3. There Will Always Be Cultural Differences
Attitudes toward plagiarism depend heavily on attitudes toward originality, authorship and intellectual property, among other things. Those attitudes change depending on where you go in the world and, as such, ideas about plagiarism are different as well.
But those attitudes do more than change from place to place, they are different from generation to generation and person to person. Historically, there has never been one correct view on these issues and, as such, there’s never been just one view on plagiarism.
While fields can and should create standards that are appropriate to them, they should know that those standards will not be universally accepted or followed. Many who do follow them will do so only begrudgingly while other may attempt to flout those standards and see nothing wrong with doing so.
4. The Law will Never Catch Up
While copyright and plagiarism certainly have a great deal of overlap, they also have a significant amount of difference. Though other areas such as fraud and contract issues land other plagiarists in hot legal water, the truth is most plagiarists face no legal repercussions.
That, in turn, is probably the way it will always be. Though plagiarism has long been an ethical offense, it’s rarely been a legal one. Part of this is because the legal system hasn’t made plagiarism an unethical act it needs to address directly and part of it is because, even when there is overlap, it’s rarely worthwhile to bring action against the plagiarist.

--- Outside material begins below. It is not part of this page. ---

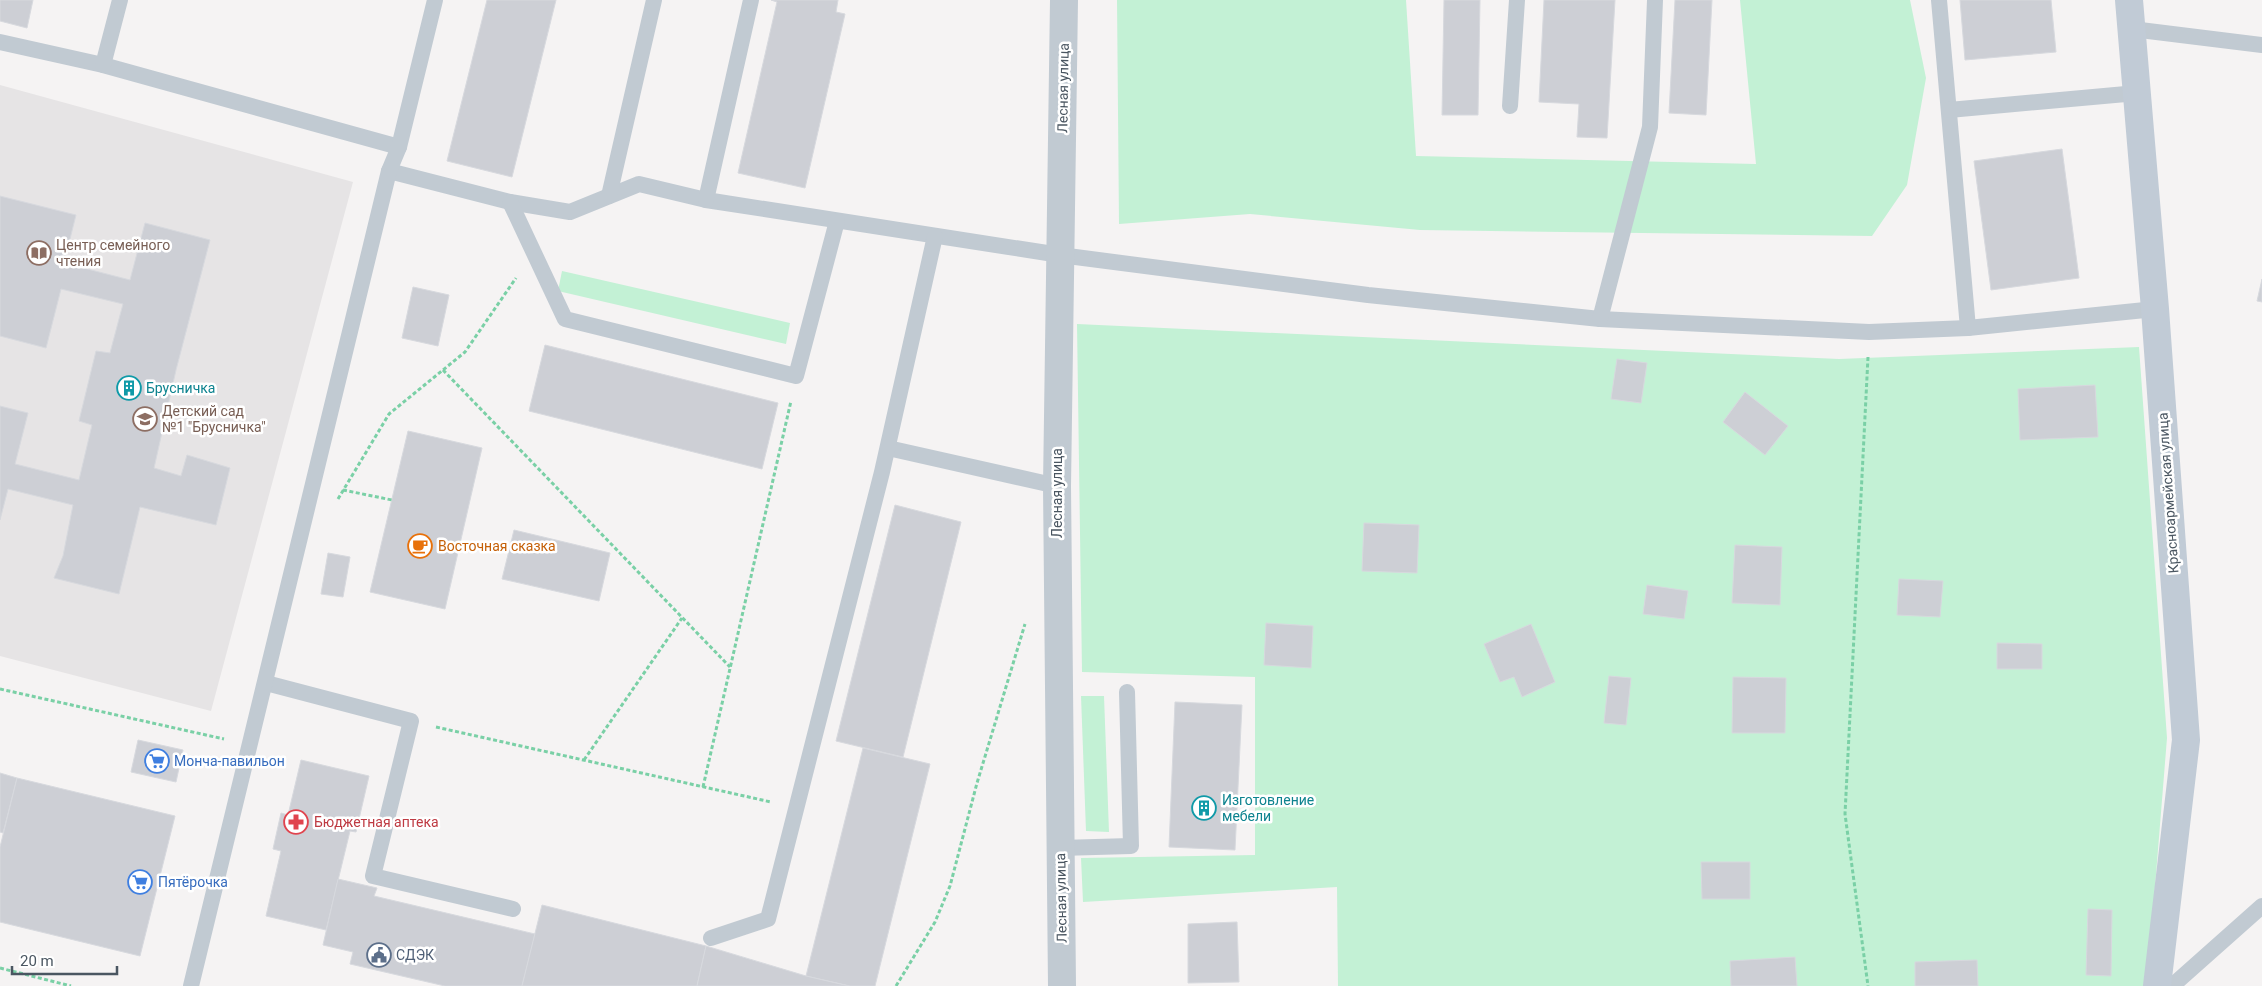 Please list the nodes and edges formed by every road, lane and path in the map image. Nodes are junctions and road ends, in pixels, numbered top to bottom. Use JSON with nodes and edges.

So, even if the law did magically turn all forms of plagiarism into a legal dispute, it most likely wouldn’t bring many more plagiarists to justice. It’s up to schools, industries and companies to build and enforce their own plagiarism policies.
5. Plagiarism Will Always Be a Difficult Topic to Discuss
One of the most important things I’ve tried to do with this site is encourage discussion about the issue of plagiarism, all types of plagiarism. Unfortunately, while it can be made easier to talk about, it will always be somewhat difficult no matter how important it is.

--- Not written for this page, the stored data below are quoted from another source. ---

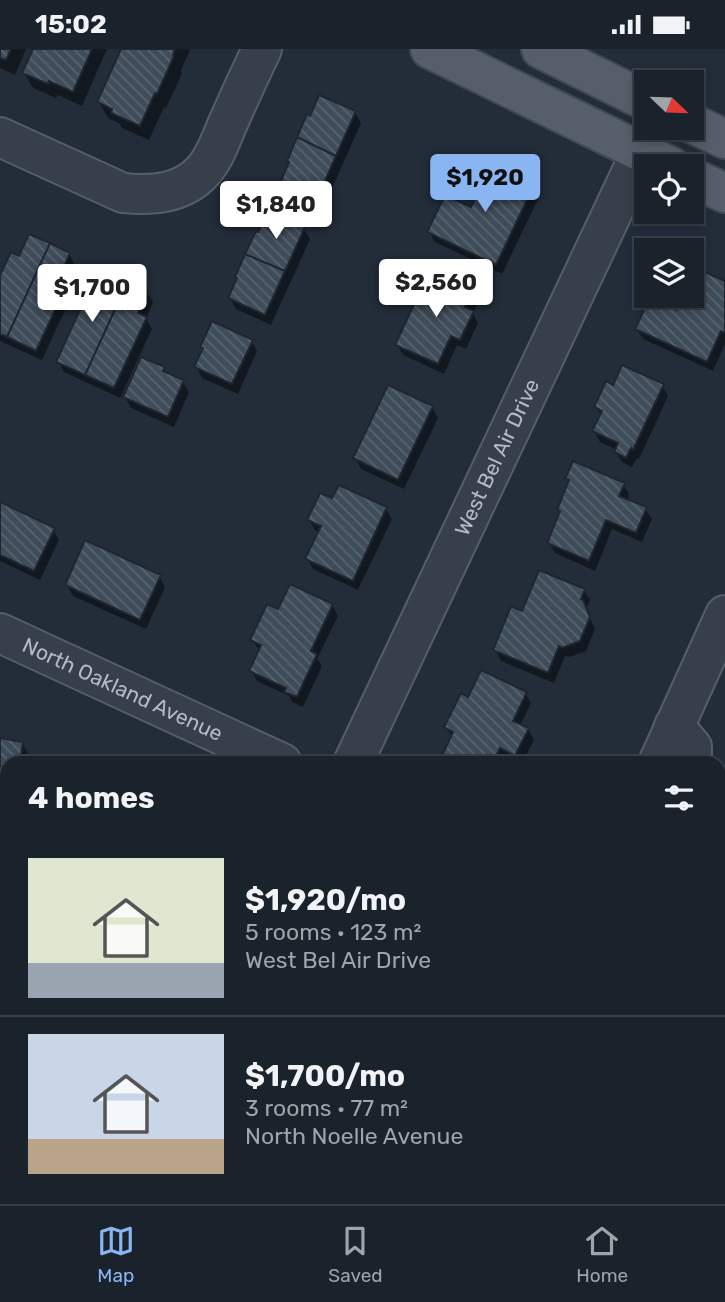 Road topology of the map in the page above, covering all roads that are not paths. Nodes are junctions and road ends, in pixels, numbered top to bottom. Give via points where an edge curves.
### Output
1 (262, 49) edge
2 (430, 49) edge
3 (541, 49) edge
4 (634, 95) edge
5 (704, 129) edge
6 (0, 137) edge
7 (725, 139) edge
8 (646, 154) edge
9 (704, 183) edge
10 (725, 193) edge
11 (634, 203) edge
12 (725, 615) edge
13 (0, 633) edge
14 (674, 726) junction
15 (267, 756) edge
16 (357, 756) edge
17 (661, 756) edge
18 (692, 756) edge

1 - 6 street via 203,171 166,193 123,193
2 - 8 main road
3 - 4 main road
5 - 7 main road
9 - 10 main road
11 - 16 street, West Bel Air Drive
12 - 14 street
13 - 15 street, North Oakland Avenue
14 - 17 street
14 - 18 street via 692,747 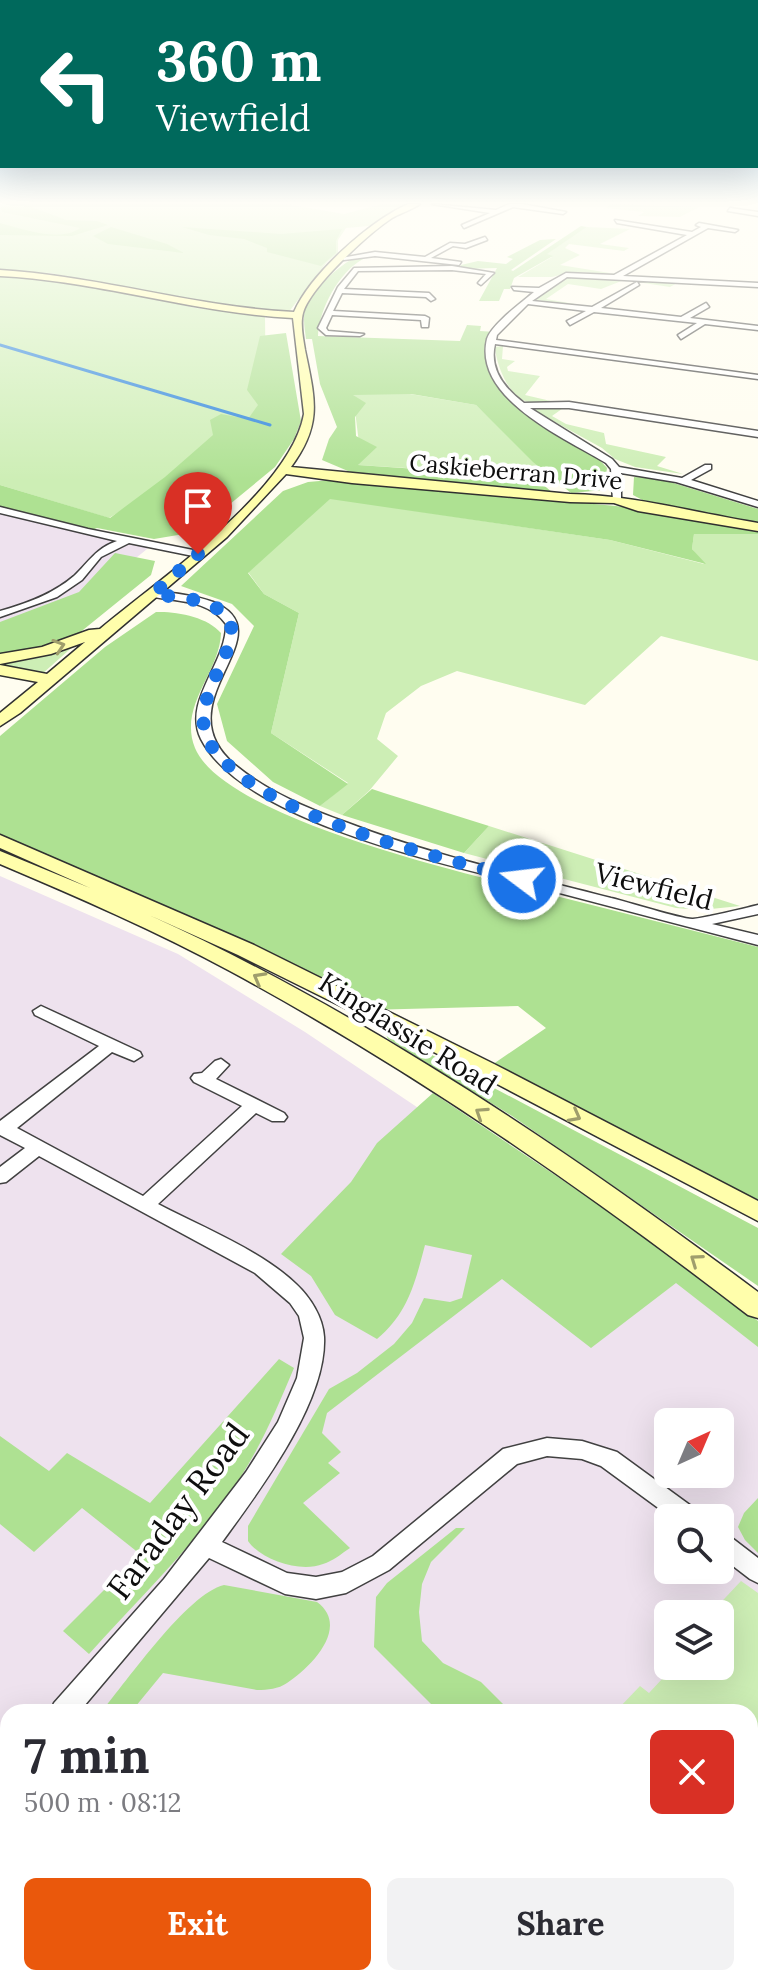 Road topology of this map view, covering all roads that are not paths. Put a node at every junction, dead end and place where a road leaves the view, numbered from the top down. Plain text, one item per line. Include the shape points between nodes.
1 (159, 297) edge
2 (307, 297) edge
3 (338, 297) edge
4 (533, 297) edge
5 (615, 297) edge
6 (526, 302) junction
7 (706, 305) dead end
8 (592, 310) junction
9 (330, 313) junction
10 (298, 315) junction
11 (683, 319) junction
12 (704, 322) junction
13 (570, 323) dead end
14 (425, 325) dead end
15 (758, 328) edge
16 (360, 334) dead end
17 (491, 335) junction
18 (681, 337) dead end
19 (550, 338) dead end
20 (606, 343) dead end
21 (535, 347) junction
22 (588, 354) junction
23 (719, 360) dead end
24 (681, 367) junction
25 (707, 370) junction
26 (669, 377) dead end
27 (758, 377) edge
28 (638, 403) dead end
29 (521, 406) junction
30 (625, 414) junction
31 (758, 434) edge
32 (708, 467) dead end
33 (616, 469) junction
34 (282, 472) junction
35 (683, 481) junction
36 (616, 499) junction
37 (758, 504) edge
38 (0, 510) edge
39 (758, 527) edge
40 (128, 541) junction
41 (198, 554) junction
42 (153, 594) junction
43 (0, 614) edge
44 (115, 625) junction
45 (0, 659) edge
46 (0, 670) edge
47 (0, 679) edge
48 (47, 682) junction
49 (7, 716) edge
50 (0, 839) edge
51 (0, 858) edge
52 (758, 909) edge
53 (758, 919) edge
54 (683, 921) junction
55 (739, 935) junction
56 (758, 940) edge
57 (41, 1011) dead end
58 (110, 1045) junction
59 (134, 1056) dead end
60 (221, 1065) dead end
61 (254, 1105) junction
62 (278, 1117) dead end
63 (2, 1128) edge
64 (38, 1147) junction
65 (0, 1177) edge
66 (145, 1205) junction
67 (758, 1212) edge
68 (758, 1307) edge
69 (671, 1504) edge
70 (206, 1546) junction
71 (734, 1553) edge
72 (758, 1572) edge
73 (70, 1704) edge

1 - 10 street via 233,312
2 - 10 street
3 - 9 street
4 - 6 street
5 - 8 street
6 - 8 street
6 - 17 street
7 - 11 street
8 - 11 street
8 - 13 street
9 - 14 street via 425,318
9 - 16 street via 322,328 326,333
10 - 34 street via 311,403 307,430
11 - 12 street
12 - 15 street
12 - 18 street
17 - 21 street
17 - 29 street via 487,364 499,386
19 - 21 street
20 - 22 street
21 - 22 street
22 - 24 street
23 - 25 street
24 - 25 street
24 - 26 street
25 - 27 street
28 - 30 street
29 - 30 street via 569,405
29 - 33 street
30 - 31 street
32 - 35 street
33 - 35 street
33 - 36 street
34 - 36 street, Caskieberran Drive
34 - 41 street
35 - 37 street
36 - 39 street, Caskieberran Drive
38 - 40 street
40 - 41 street
40 - 43 street via 96,553 82,573 56,593
41 - 42 street
42 - 44 street
42 - 54 street, Viewfield via 203,603 229,617 234,631 204,703 203,727 220,757 260,789 389,843
45 -> 44 street via 53,649
44 - 48 street
46 - 48 street
47 - 48 street
47 - 49 street via 14,697
48 - 49 street
50 -> 67 street, Kinglassie Road via 190,923 402,1027
68 -> 51 street, Kinglassie Road via 581,1179 371,1041 236,965
52 - 54 street
53 - 55 street
54 - 55 street, Viewfield
55 - 56 street, Viewfield
57 - 58 street
58 - 59 street
58 - 63 street
60 - 61 street via 202,1079
61 - 62 street
61 - 66 street
63 - 64 street, Faraday Road
64 - 65 street
64 - 66 street, Faraday Road
66 - 70 street, Faraday Road via 283,1284 304,1307 314,1339 310,1373 300,1397 259,1472
69 - 70 street via 609,1459 547,1447 511,1456 381,1563 346,1582 316,1588 285,1583
70 - 73 street, Faraday Road
71 - 72 street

Part of this is because of fear. Given how ambiguous many elements about plagiarism are (see the second point) many people hold a fear that they are unwittingly a plagiarist. Furthermore, almost no one can claim to be completely clean on matters of plagiarism. Whether accidentally or on purpose, nearly everyone has done something at least gray area.
Nobody wants to be a plagiarist. No one wants to admit that they were fooled by a plagiarist. No one wants to admit that they, their organization or their industry has a problem with plagiarism.

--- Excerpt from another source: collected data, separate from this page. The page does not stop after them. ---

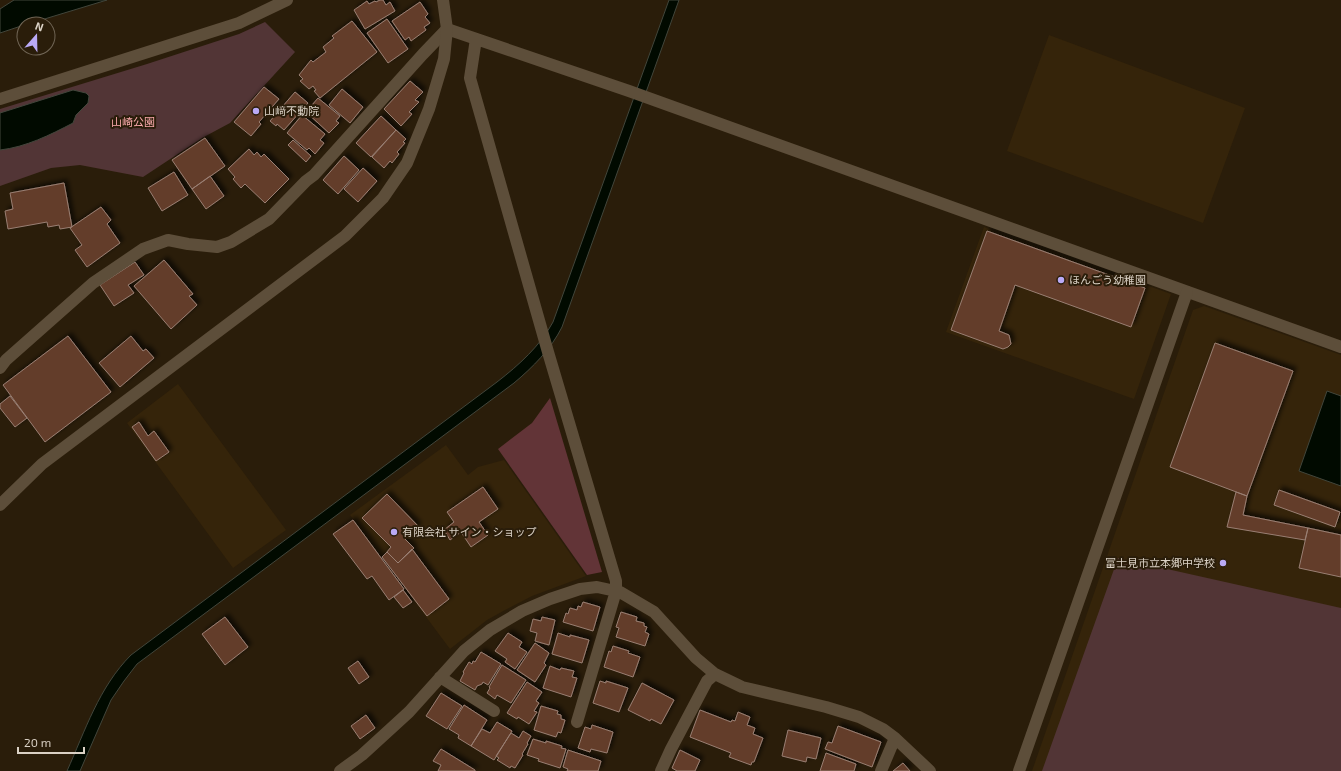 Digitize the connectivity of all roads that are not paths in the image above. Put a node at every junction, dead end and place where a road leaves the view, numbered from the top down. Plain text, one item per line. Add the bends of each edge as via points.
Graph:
1 (287, 0) edge
2 (443, 0) edge
3 (447, 29) junction
4 (476, 39) junction
5 (0, 99) edge
6 (1187, 292) junction
7 (1341, 347) edge
8 (0, 368) edge
9 (0, 505) edge
10 (616, 591) junction
11 (715, 674) junction
12 (440, 677) junction
13 (494, 711) dead end
14 (577, 722) dead end
15 (895, 738) junction
16 (340, 771) edge
17 (661, 771) edge
18 (881, 771) edge
19 (930, 771) edge
20 (1019, 771) edge

1 - 5 street via 239,23
2 - 3 street
3 - 4 street
3 - 8 street via 314,175 269,219 231,242 217,247 168,240 143,249 93,283
3 - 9 street via 444,59 429,109 406,163 383,198 345,236 42,464
4 - 6 street via 649,98
4 - 10 street via 470,78 616,581
6 - 7 street
6 - 20 street
10 - 11 street via 654,612 692,654
10 - 12 street via 597,587 580,589 522,611 490,630 464,651
10 - 14 street
11 - 15 street via 742,687 859,717
11 - 17 street via 707,681
12 - 13 street
12 - 16 street via 410,712
15 - 18 street
15 - 19 street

However, the truth his that the plagiarism issue is almost universal. But due to the stigma attached to it, it’s almost impossible discuss it.
But while removing the stigma will help the issue, it won’t solve it. That’s because, on the flip side, many don’t fee that plagiarism is an issue at all, either that it is unimportant or not an issue for them.
Getting those who don’t see plagiarism as a problem to talk about it is nearly impossible, no matter how easy it becomes to approach the subject otherwise.
Plagiarism will never be a “solved” problem. As long as it is human nature to try and take shortcuts there will always be people who choose to take the unethical ones, regardless of the risk.
Furthermore, plagiarism is always going to be a topic mired in gray areas and difficult to openly discuss in polite company. While it would be nice to believe we, as a society, can come together and solve this problem, coming together is difficult enough, especially when cultural differences drive us apart, but there’s probably no universal solution to be found.
Though I would love to “work myself out of a job”, plagiarism will be around long after I’m gone and there’s not much that I, or anyone else, can do about it.